Shamus Toomey is Managing Editor of DNAinfo.com Chicago.
He oversees DNAinfo.com's staff of Chicago reporters and editors, tackling the news of the city's many diverse neighborhoods.
Shamus comes to DNAinfo.com from the Chicago Sun-Times, where he was the assistant managing editor/metro, overseeing the newspaper's news coverage. He was at the Sun-Times from 2003 until 2012, starting as a general assignment reporter and becoming its metro editor in 2009. He supervised the team that won the 2011 Pulitzer Prize for Local Reporting. That team included Mark Konkol, now DNAinfo.com Chicago's writer-at-large.
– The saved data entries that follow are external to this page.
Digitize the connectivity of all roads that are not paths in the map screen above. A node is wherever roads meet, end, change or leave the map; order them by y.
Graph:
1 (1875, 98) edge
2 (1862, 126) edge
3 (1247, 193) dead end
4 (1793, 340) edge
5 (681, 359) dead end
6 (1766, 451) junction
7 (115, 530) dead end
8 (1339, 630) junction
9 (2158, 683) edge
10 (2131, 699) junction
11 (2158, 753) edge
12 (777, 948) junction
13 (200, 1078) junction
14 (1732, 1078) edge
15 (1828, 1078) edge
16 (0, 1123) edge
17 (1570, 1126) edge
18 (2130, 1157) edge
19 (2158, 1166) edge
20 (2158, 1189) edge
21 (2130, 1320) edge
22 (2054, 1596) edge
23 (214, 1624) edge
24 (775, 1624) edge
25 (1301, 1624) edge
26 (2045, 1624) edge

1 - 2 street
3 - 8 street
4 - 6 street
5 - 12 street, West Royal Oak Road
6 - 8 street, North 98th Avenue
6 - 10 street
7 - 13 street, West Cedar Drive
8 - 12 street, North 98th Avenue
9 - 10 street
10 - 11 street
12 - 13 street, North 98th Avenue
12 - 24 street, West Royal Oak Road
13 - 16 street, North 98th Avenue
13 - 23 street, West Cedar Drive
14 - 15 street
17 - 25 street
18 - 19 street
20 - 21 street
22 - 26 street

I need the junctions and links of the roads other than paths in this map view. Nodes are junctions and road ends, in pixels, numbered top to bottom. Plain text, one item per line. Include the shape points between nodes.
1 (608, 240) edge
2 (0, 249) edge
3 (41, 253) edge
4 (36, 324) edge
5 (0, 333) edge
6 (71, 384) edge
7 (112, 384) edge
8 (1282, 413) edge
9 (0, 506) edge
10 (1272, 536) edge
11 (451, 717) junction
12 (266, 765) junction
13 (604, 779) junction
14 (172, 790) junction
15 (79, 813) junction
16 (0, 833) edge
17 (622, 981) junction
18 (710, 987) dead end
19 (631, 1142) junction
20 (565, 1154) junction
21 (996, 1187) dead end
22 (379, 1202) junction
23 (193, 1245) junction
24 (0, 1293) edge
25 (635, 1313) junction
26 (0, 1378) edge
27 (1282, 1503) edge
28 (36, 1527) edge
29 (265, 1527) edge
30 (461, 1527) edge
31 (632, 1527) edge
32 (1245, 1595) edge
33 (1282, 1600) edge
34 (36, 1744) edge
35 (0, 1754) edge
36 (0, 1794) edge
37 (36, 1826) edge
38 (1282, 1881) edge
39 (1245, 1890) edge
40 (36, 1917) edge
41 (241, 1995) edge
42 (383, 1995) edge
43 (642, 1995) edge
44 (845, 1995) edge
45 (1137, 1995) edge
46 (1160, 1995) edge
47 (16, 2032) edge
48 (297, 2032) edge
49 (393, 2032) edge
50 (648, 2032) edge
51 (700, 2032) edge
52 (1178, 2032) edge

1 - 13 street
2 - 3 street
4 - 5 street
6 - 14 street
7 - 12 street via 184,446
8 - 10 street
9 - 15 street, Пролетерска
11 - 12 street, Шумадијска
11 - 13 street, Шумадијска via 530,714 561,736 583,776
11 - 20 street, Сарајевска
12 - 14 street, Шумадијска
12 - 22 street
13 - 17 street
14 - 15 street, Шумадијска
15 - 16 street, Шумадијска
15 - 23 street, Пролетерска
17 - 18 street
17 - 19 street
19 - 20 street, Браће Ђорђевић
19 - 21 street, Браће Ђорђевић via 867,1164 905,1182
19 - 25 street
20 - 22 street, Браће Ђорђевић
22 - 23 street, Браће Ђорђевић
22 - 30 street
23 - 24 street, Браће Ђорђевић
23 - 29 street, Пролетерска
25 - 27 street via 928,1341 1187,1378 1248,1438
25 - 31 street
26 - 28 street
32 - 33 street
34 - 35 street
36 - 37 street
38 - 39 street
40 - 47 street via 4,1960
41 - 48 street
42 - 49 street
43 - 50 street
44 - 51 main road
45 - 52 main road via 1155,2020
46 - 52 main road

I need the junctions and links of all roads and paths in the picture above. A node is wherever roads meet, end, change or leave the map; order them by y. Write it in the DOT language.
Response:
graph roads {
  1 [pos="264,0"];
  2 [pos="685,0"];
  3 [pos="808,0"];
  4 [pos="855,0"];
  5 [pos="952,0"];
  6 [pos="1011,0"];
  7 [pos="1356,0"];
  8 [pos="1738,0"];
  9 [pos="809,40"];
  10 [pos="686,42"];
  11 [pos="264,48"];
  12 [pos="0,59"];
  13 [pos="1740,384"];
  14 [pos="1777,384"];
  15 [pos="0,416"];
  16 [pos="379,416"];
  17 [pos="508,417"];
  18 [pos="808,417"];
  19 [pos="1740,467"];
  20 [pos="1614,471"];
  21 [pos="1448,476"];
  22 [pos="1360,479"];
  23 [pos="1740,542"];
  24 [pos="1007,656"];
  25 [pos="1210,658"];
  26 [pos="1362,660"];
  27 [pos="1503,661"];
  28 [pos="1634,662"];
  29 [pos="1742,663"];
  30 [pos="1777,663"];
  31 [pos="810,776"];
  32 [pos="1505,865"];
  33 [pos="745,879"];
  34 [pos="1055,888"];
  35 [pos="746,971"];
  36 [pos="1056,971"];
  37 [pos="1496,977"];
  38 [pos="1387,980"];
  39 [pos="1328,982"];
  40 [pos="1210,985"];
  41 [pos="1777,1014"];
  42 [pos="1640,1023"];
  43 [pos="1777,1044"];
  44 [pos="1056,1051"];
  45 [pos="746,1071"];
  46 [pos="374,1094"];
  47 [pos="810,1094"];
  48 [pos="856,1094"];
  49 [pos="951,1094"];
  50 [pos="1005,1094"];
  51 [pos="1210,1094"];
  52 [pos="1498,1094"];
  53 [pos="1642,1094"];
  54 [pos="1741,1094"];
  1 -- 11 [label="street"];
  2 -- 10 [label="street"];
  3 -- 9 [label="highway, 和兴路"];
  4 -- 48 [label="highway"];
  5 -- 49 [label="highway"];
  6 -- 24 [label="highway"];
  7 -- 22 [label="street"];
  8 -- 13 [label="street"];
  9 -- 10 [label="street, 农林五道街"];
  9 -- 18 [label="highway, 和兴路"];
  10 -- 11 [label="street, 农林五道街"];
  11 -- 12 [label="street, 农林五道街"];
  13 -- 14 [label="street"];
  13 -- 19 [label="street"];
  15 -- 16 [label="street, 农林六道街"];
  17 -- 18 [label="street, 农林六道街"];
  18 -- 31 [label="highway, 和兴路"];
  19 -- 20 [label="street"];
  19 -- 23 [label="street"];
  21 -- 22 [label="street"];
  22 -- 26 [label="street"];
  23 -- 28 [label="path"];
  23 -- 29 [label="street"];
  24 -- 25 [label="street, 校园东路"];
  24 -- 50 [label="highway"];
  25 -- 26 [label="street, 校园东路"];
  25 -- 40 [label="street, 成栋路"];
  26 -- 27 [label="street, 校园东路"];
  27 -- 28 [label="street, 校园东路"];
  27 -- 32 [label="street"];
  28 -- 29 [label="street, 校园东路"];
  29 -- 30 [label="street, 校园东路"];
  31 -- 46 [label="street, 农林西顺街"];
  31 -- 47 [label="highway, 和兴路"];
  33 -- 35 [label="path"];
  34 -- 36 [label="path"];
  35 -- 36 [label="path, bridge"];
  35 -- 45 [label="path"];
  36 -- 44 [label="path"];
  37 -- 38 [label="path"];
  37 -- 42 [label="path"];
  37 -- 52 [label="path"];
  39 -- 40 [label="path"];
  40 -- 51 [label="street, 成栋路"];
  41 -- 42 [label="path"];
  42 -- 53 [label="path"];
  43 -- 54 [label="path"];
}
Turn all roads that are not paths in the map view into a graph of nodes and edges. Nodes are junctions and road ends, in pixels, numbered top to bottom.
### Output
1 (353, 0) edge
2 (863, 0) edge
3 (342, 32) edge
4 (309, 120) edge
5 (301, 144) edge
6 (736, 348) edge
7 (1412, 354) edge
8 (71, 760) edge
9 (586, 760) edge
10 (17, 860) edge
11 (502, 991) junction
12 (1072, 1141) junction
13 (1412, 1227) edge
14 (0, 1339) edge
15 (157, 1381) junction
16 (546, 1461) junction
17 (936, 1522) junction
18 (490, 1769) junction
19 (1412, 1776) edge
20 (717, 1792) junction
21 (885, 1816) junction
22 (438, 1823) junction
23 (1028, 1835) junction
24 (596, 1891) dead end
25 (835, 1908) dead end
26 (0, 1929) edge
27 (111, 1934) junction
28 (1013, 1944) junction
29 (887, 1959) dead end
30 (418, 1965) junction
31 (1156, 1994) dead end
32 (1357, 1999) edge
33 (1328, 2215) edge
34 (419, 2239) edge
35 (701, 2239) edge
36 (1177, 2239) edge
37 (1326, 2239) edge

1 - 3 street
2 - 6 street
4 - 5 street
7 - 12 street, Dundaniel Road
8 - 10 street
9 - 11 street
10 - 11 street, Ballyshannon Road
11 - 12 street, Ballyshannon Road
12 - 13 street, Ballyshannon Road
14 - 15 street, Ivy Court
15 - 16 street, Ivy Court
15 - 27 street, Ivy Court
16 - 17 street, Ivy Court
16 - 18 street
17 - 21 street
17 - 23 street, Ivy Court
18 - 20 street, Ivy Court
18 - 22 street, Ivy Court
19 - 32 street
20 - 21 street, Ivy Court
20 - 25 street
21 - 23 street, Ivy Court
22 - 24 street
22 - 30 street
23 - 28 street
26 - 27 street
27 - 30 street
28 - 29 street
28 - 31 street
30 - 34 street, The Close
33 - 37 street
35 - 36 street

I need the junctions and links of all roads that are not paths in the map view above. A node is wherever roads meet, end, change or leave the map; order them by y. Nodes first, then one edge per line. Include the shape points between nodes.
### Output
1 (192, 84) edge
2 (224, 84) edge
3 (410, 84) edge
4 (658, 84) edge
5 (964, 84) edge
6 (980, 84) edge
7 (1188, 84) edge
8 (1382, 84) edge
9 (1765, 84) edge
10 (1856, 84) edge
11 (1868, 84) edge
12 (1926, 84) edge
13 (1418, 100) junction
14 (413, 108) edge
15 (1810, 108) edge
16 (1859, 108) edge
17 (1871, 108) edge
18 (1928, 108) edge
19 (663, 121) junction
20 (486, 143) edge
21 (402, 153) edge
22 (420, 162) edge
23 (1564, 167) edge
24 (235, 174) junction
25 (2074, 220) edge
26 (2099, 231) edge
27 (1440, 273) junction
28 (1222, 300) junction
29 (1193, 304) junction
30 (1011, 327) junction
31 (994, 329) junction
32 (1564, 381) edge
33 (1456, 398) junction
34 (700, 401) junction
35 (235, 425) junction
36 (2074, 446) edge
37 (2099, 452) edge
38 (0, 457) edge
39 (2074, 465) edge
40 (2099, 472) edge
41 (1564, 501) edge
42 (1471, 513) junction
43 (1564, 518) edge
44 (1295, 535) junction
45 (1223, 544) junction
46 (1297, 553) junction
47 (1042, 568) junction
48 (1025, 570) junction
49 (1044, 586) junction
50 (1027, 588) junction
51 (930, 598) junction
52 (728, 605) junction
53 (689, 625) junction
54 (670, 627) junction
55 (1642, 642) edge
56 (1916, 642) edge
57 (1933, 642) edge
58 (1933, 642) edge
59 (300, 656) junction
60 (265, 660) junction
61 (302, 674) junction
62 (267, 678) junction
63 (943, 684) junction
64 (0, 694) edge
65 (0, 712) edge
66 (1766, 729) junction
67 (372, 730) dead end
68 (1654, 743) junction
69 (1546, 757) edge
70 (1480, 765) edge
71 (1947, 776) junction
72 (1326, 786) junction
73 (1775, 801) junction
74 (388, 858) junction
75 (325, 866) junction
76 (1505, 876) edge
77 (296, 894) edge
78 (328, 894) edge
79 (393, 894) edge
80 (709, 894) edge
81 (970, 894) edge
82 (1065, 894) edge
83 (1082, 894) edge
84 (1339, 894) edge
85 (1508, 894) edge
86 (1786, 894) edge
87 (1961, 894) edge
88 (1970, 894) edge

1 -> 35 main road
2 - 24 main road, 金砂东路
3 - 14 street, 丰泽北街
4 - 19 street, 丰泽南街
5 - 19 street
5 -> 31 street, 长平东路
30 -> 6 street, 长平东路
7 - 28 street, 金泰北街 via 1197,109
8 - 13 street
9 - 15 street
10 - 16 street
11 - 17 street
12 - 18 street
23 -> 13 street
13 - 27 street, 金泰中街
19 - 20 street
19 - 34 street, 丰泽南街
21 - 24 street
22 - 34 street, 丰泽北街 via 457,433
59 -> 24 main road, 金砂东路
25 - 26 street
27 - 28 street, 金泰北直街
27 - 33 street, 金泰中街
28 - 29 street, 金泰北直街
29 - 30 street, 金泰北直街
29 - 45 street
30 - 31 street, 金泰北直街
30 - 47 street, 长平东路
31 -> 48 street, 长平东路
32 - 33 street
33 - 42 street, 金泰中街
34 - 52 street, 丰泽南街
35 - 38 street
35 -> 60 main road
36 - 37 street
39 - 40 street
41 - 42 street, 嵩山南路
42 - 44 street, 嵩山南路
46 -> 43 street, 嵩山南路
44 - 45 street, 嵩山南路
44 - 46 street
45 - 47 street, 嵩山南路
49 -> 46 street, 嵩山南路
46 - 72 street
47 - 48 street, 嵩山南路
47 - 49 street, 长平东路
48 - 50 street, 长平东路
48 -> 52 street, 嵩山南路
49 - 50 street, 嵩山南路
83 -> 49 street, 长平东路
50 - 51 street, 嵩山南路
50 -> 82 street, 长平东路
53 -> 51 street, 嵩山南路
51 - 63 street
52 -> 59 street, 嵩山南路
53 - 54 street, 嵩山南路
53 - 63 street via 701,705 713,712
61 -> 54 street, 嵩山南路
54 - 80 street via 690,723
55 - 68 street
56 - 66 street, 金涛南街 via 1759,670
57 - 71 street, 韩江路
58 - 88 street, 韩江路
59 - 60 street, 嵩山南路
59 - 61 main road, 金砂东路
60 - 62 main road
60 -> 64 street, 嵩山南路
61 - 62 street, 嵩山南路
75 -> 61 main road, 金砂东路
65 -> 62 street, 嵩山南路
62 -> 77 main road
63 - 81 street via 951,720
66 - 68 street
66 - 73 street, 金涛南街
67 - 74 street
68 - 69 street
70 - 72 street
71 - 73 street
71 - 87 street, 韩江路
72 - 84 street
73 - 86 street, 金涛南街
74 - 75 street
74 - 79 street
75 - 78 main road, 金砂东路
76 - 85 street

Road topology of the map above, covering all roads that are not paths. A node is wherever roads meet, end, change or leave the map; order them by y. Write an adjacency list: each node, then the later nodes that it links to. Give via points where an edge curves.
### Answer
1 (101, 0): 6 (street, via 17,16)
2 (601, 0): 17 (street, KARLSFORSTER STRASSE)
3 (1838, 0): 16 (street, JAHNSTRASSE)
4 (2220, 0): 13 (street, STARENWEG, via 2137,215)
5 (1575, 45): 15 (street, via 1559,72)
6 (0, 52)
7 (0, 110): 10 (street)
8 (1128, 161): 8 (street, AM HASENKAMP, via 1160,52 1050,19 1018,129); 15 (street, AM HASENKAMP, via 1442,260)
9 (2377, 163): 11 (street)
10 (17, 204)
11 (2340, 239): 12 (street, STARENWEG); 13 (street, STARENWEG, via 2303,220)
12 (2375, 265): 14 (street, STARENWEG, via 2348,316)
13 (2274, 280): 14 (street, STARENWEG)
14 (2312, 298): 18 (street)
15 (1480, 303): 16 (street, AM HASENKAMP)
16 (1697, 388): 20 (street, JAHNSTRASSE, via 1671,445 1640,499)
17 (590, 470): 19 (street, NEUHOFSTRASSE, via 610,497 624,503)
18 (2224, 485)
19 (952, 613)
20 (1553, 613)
Shamus previously worked as a reporter for the Daily Herald, covering Chicago and Chicago's northwest suburbs from 1997 until 2003. Before that, he was a cub reporter and editor at the now-defunct City News Bureau of Chicago, the throwback training ground for reporters that boasted such alums as Kurt Vonnegut, Mike Royko, Seymour Hersh and Charles MacArthur, who went on to co-write the play "The Front Page."
He was born and raised in Evanston, and still won't shut up about how great a school Evanston Township High is. He studied journalism at Syracuse University, where it snowed almost every day. He considers himself a national champion despite being long gone by the time Carmelo Anthony helped Syracuse win a basketball championship in 2003.
Fun fact: Shamus has an uncanny success rate on those arcade Skill Crane games, and has a houseful of cheap stuffed animals to prove it.